If you look at Casio's current stable of G-Shocks, it's clear that the literal growth of these watches is showing no signs of slowing down. I mean, a big watch means you get MORE watch for your money right? That's our subconscious talking. So, as the proud owner of a 6-inch wrist, here's my mini-review on one of the mainstays of the XL lineup from Casio G-Shock, the GD-X6900-1.
I have to admit, I was apprehensive at first about the 6900 for two reasons.
1. Because the 6900 silhouette is THE most ubiquitous out of all the G-Shocks, to the general public. You don't feel like you're owning anything special or particularly cool.
2. The way the band is designed makes it stick out from the bezel and case at a most impractical angle. Look at the resin beams that prevent the band from curving down at a steeper angle in the picture below.
As a side-note: Made in Thailand, which is nice. Southeast Asia represent! (Not that the location of an automated factory line matters to me...)
That said, the 6900 (both the DW and the GDX) is the kind of watch that simply looks much, much better in person than in pictures, even the well-taken ones. It has a great mix of curved and angular surfaces that is absent from any other G-Shock that Casio has put out. So eventually I caved and got two DW's. So why get the GDX then?
If you've looked at my past reviews and posts, you'll know that I'm a sucker for big batteries, not just for their lifespan but also for the power they provide to a digital watch's basic functions.
The GDX has a 10-year battery, and probably as a result, also has one of the clearest positive AND negative displays around. It is also the loudest in my little collection so far.
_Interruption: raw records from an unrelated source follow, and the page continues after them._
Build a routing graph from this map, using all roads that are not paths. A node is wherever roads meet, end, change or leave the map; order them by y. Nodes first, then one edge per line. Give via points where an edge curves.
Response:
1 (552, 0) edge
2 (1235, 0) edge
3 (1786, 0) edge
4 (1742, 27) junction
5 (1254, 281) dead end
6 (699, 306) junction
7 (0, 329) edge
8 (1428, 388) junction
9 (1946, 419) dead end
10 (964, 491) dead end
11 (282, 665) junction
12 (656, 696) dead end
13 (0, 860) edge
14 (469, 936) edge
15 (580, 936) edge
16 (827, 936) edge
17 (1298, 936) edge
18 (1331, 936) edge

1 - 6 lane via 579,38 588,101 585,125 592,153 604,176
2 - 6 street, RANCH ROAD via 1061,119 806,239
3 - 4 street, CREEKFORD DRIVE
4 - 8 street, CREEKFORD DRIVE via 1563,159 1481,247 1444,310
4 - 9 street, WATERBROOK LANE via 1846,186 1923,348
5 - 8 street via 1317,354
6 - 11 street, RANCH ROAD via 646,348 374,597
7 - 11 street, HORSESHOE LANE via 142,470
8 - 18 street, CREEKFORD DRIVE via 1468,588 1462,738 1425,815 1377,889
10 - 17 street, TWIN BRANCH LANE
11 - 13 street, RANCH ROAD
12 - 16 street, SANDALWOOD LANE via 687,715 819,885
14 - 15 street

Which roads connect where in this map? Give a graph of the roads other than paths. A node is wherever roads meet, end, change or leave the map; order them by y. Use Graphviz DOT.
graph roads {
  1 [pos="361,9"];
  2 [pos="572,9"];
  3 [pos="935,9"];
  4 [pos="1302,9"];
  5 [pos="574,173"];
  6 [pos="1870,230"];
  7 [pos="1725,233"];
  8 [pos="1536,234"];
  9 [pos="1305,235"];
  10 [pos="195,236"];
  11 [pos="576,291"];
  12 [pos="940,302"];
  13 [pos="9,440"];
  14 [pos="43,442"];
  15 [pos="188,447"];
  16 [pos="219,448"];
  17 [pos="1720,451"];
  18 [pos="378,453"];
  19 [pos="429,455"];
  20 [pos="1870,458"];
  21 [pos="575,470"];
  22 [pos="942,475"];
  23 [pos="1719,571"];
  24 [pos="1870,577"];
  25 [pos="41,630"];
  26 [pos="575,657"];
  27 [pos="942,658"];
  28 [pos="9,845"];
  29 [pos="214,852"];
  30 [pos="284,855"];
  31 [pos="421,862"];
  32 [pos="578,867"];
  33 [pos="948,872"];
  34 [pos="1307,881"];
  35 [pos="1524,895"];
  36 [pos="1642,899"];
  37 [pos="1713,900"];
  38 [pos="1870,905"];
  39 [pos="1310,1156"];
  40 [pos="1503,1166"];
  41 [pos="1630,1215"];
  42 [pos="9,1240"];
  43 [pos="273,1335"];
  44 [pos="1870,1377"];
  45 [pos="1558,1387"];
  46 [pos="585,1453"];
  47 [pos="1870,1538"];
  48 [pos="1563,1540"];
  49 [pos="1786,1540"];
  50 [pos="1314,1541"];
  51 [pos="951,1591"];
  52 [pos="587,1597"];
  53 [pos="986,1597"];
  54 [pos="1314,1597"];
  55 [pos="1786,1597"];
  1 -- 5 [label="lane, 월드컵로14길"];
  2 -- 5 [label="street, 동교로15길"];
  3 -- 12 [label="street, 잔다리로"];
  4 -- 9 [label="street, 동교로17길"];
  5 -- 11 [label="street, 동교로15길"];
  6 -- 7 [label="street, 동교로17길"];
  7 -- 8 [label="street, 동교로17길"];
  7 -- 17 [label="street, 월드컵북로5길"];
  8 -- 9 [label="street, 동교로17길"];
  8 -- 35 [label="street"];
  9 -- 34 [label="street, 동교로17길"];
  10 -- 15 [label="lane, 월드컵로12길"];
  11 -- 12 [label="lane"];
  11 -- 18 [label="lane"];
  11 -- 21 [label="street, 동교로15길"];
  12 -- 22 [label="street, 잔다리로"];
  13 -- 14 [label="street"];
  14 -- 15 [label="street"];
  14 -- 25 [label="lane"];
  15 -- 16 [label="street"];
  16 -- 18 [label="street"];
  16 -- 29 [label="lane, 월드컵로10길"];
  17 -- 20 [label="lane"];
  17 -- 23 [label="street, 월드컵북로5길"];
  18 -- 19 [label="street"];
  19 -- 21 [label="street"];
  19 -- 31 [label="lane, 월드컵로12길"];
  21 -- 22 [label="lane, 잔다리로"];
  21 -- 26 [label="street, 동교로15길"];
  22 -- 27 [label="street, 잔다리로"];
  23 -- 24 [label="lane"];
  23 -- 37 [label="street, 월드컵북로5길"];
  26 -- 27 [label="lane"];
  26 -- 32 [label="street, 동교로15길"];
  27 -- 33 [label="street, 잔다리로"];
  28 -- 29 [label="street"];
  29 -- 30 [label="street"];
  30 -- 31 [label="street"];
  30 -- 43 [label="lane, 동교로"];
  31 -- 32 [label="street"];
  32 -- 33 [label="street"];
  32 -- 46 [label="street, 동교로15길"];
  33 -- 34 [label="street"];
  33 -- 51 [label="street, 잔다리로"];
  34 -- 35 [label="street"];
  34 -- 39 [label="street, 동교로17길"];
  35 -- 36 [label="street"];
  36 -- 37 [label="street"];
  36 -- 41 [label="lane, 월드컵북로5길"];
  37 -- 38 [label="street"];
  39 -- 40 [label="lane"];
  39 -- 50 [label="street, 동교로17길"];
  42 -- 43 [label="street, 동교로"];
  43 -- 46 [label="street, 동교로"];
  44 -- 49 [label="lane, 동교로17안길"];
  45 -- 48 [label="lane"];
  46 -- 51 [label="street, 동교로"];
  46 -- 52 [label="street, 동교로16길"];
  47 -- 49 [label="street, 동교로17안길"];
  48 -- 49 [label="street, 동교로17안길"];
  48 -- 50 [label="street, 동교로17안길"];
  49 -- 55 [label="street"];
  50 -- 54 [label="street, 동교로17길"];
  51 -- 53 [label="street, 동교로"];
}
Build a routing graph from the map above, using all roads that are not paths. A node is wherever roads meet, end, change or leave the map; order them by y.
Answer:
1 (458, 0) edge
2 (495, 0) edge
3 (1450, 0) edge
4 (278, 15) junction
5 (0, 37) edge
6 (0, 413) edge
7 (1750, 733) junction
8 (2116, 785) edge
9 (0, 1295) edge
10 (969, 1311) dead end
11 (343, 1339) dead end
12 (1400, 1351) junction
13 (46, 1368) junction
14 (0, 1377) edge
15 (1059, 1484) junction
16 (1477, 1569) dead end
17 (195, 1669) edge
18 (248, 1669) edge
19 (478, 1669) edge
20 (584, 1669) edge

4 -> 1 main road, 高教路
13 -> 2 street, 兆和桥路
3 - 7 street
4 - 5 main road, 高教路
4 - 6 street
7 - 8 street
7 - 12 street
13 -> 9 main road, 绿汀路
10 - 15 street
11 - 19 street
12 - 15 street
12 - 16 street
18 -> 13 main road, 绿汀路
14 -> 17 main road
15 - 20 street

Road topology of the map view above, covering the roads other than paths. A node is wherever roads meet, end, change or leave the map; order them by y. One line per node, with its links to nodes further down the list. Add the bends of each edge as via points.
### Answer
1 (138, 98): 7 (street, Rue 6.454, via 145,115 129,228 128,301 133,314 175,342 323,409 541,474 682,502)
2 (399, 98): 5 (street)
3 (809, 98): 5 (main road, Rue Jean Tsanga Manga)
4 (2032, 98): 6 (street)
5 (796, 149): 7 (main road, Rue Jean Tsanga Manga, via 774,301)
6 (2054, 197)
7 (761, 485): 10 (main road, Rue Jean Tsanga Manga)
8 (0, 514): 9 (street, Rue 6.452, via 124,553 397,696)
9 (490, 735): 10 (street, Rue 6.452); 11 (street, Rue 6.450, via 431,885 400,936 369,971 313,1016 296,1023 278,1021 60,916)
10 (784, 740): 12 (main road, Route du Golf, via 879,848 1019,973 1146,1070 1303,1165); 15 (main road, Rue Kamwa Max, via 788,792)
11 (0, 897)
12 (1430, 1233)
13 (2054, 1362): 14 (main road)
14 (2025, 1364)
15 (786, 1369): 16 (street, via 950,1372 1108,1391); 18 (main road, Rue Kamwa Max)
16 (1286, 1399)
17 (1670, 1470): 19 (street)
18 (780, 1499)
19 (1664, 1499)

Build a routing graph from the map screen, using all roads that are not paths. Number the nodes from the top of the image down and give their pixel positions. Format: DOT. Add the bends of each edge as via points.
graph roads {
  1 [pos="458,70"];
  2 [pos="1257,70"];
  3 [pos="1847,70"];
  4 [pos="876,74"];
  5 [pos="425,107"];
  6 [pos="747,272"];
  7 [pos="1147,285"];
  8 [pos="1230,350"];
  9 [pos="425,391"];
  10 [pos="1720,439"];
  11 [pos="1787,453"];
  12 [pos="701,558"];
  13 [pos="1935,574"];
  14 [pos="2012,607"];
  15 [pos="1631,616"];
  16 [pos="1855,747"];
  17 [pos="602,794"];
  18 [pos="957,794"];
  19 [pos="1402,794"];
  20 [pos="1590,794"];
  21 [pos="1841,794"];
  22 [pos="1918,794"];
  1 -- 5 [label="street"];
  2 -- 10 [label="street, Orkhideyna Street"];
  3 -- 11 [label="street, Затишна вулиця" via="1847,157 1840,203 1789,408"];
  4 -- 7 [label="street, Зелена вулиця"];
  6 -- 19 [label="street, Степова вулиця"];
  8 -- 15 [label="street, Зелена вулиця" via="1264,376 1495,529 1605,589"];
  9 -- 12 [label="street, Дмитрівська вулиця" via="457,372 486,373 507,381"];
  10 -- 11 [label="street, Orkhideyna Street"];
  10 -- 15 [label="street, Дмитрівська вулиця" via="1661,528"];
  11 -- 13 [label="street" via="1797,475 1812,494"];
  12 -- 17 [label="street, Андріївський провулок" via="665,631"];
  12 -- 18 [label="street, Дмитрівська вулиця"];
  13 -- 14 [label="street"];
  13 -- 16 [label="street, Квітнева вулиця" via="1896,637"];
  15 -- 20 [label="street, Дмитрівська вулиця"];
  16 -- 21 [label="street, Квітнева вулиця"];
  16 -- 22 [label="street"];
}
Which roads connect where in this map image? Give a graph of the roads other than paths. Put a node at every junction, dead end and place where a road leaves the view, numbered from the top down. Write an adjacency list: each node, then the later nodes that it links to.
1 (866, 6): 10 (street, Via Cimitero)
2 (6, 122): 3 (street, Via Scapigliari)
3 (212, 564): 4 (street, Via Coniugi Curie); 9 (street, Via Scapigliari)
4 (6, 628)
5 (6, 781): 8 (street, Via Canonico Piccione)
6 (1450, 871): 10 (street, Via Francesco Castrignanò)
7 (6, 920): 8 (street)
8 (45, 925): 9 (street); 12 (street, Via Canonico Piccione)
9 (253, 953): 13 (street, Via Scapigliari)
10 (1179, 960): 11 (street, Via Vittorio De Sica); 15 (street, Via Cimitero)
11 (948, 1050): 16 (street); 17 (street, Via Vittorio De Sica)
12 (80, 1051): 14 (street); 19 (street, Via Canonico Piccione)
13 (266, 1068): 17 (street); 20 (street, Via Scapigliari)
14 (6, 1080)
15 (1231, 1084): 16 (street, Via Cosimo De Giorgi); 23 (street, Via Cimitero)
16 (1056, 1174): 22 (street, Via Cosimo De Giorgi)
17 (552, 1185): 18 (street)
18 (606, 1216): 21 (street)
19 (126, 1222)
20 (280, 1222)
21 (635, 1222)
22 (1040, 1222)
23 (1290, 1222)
Also, world time and the dot-matrix day is another significant factor for me.
Here it is, along with my DW-D, another killer display, and the DW-6900ZB. The GD-X display is unfairly legible here because the light in centred on it - it's actually about the same as the DW-D.
Now, how does it drive? Despite the obscene dimensions (57.5×53.9×20.4mm)... yes TWENTY millimeters thick, it doesn't really feel that big. If anything, the greatest contributor to the oversized feeling is the stupid band that sticks out way too much. Take a look. Remember, this is a 6-inch (flat) wrist.
The band does seem to cause the watch head and the band itself to squeeze the wrist, making it fairly secure despite the gaps at the lugs. In fact, it's quite a firm squeeze. I wonder how the bigger-wristed guys wear it without their wrists being compressed uncomfortably.
An mm or two actually comes from the case backplate, which does help it look slightly slimmer when worn.
Aesthetically, the GDX shines, particularly this -1 model. It's supposed to be the basic model alongside the panda variant, but somehow it has ended up being one of the rarer ones.
The -1 has a satin sheen to the resin, kind of a oily look to it. It looks fantastic on the 6900 resin, whereas on the bulbous and rounder GA-100CB I owned previously, it looked out of place.
I love the little flashes of orange-yellow for the illuminator text and the main eye. Makes the watch look even more stealth than if it was completely monochrome, if that makes sense.
The faceplate is actually a matte dark grey rather than a black. Or maybe it's black but the satin sheen of the resin makes it look lighter than it actually is.
And my favourite - the buttons.
I really like the feel and look of the knurled plastic buttons. Their size over the DW buttons is also a plus, and the push action is really good as well. So yeah, if anything, the GDX is one good-looking watch.
Even the backlight is really good-looking. This is an LED - not EL.
Functionality-wise, it's as any other "basic" digital G-Shock. Nothing impressive, nothing really lacking (apart from HT on the other screens but Casio needs a reason to sell DWs after all).
A slight annoyance is the delay between screens when it shows you which function you're at. On the GDX, it seems to take about half a second longer than my other G's, like my GLX-5600. Yes, you get to see the three eyes do their crazy dance, but I want to use my timer NOW, dammit.
Either way, the watch has its quirks and its flaws, but it's also easy to see why so many people like it as well. It looks good, wears good, works good. And it doesn't look out of place at all if you don't stare at it on my wrist.